Fortunately, we have elections, and we can elect candidates who prioritize security, risk mitigation and buying American. Elected officials can dictate procurement policies such as environmentally sustainable products requiring government to purchase the pricier electric vehicle. Less expensive options exist; however, policymakers have placed a higher priority on the environment. So why not do the same for domestic technology?

Such practices influence the marketplace and show leadership locally. I remember when former San Jose City Councilman Jim Beall was upset during a city meeting when he realized thousands of city issued garbage bins were not made in the United States. I agreed with him. And it was his comments that made sure city staff responsibly sourced these bins from U.S. companies from then on. If we can do it for garbage bins, we can do it for technology.

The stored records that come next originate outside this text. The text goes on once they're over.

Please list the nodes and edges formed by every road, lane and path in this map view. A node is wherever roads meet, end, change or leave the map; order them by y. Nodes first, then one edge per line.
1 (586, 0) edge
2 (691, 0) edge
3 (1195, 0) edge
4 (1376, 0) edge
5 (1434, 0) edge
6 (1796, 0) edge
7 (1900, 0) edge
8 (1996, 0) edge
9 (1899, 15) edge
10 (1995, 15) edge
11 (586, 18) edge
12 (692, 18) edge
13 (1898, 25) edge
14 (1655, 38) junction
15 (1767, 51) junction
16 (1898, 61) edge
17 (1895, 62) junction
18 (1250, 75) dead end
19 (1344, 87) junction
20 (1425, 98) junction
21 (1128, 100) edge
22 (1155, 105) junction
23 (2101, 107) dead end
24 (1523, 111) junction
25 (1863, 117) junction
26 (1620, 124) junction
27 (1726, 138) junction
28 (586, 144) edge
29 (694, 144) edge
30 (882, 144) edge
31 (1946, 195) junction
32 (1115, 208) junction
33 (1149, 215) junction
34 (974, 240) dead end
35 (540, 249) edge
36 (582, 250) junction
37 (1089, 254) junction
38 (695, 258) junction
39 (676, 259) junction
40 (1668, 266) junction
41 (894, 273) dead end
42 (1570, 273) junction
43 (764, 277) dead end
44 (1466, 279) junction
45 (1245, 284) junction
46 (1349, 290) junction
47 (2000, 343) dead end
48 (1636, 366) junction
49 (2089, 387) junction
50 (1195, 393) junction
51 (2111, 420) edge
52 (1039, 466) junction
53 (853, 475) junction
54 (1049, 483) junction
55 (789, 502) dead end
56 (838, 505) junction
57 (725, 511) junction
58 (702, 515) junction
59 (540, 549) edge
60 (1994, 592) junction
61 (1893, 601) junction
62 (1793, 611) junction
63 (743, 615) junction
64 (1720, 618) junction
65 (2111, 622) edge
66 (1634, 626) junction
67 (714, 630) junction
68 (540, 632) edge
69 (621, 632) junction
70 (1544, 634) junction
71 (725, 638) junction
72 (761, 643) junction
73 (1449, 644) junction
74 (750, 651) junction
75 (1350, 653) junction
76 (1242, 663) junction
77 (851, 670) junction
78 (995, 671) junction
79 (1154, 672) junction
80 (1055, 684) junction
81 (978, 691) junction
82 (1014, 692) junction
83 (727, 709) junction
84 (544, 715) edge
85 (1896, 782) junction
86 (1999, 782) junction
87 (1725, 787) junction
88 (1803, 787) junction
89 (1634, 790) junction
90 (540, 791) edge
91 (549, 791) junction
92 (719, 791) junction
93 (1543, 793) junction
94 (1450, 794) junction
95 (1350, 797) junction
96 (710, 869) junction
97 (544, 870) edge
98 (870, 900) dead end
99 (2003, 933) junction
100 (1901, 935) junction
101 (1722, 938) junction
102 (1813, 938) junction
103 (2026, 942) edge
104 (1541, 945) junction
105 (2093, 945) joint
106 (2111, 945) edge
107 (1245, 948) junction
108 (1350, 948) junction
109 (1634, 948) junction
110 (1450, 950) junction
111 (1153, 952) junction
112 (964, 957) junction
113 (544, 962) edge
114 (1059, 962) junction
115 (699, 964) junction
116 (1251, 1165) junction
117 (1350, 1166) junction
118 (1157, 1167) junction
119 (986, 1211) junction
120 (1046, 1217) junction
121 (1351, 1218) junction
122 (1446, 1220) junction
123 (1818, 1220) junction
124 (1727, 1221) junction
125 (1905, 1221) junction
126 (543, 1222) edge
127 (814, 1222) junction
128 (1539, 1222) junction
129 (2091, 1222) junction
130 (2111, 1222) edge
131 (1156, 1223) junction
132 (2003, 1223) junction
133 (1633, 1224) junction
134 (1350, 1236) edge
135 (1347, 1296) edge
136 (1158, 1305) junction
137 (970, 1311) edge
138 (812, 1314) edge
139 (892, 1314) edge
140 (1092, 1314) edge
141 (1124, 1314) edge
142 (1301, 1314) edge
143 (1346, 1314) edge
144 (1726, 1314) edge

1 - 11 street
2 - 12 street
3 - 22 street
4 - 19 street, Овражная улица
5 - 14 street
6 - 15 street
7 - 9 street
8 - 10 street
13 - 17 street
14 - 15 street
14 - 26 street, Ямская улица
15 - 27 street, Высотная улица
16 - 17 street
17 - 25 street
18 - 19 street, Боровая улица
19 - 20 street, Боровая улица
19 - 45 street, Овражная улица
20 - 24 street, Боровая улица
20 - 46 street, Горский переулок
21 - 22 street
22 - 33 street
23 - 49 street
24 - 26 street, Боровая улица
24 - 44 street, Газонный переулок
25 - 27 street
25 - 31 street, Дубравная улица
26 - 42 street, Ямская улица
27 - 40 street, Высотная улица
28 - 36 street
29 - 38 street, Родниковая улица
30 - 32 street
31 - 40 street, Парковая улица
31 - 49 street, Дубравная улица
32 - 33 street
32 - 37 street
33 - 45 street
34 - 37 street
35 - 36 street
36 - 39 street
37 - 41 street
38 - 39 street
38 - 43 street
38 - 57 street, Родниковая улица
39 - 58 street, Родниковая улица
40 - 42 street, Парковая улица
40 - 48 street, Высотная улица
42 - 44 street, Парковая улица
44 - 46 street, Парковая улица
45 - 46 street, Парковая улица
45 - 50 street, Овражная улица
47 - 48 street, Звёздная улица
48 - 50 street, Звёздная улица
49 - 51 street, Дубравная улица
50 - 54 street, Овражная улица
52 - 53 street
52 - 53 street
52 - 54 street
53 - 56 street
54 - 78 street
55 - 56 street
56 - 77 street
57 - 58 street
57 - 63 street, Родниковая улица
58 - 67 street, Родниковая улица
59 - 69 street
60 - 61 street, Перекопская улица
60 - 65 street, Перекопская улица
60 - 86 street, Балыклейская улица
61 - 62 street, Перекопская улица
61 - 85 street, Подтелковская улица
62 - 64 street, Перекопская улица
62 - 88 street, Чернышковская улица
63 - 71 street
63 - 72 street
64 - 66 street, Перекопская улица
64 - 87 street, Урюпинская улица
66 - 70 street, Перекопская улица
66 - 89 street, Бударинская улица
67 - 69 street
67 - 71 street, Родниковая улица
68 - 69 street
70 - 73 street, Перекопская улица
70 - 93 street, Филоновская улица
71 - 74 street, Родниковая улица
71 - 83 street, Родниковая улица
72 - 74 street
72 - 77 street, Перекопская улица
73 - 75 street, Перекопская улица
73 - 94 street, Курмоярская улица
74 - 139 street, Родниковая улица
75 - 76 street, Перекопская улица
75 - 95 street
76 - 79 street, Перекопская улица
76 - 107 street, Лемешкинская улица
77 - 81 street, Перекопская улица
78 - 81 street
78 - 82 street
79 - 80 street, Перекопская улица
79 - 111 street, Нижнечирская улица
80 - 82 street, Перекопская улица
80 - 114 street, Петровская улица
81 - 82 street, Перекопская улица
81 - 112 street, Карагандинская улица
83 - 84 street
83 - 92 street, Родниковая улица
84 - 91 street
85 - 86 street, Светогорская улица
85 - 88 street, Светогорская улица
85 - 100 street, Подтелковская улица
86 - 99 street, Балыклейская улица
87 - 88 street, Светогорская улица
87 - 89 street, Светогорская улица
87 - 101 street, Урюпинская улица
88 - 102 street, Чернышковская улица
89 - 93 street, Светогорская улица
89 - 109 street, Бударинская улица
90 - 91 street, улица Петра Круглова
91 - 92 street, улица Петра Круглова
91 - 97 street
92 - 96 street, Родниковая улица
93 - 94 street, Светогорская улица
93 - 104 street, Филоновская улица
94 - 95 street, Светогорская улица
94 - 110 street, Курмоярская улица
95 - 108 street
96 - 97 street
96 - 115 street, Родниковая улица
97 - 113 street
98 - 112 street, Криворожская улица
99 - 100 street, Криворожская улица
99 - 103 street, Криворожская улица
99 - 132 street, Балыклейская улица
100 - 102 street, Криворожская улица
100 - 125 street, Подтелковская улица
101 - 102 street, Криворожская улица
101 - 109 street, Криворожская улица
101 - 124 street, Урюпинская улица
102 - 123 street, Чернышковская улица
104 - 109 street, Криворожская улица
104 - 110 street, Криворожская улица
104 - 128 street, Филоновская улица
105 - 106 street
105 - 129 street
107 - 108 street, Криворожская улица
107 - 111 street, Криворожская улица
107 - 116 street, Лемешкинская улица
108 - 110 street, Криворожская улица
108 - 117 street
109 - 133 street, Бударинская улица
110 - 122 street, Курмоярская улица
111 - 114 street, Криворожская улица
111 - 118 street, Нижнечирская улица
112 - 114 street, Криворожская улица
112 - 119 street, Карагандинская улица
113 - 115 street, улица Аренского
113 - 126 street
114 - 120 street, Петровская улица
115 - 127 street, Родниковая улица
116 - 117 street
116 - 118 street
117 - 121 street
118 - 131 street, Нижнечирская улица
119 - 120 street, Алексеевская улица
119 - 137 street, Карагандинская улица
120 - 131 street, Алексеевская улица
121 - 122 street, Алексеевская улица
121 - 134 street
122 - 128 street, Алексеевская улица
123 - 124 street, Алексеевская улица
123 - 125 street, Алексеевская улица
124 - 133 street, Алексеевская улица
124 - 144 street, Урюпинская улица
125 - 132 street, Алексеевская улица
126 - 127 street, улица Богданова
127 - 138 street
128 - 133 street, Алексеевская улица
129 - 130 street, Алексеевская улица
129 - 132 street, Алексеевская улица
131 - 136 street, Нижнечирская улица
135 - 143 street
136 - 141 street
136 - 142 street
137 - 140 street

To be clear, government does not need to pass a law for every common-sense measure. However, it should certainly be the policy of every government entity when purchasing technology that the company and source code originates in the United States. An imported garbage bin cannot launch a cybersecurity breach, but Chinese software can.

American companies invest in our communities by employing tax-paying citizens who buy local goods, make philanthropic donations and in many cases provide the investment returns for government pension funds. The foreign alternative does not provide the same value and opens our government and respective constituents to vulnerabilities that are avoidable. Let’s be strategic and patriotic with taxpayer revenue so government can remain self-reliant.

Pierluigi Oliverio is chair of the San Jose Planning Commission and a former San Jose City Councilman.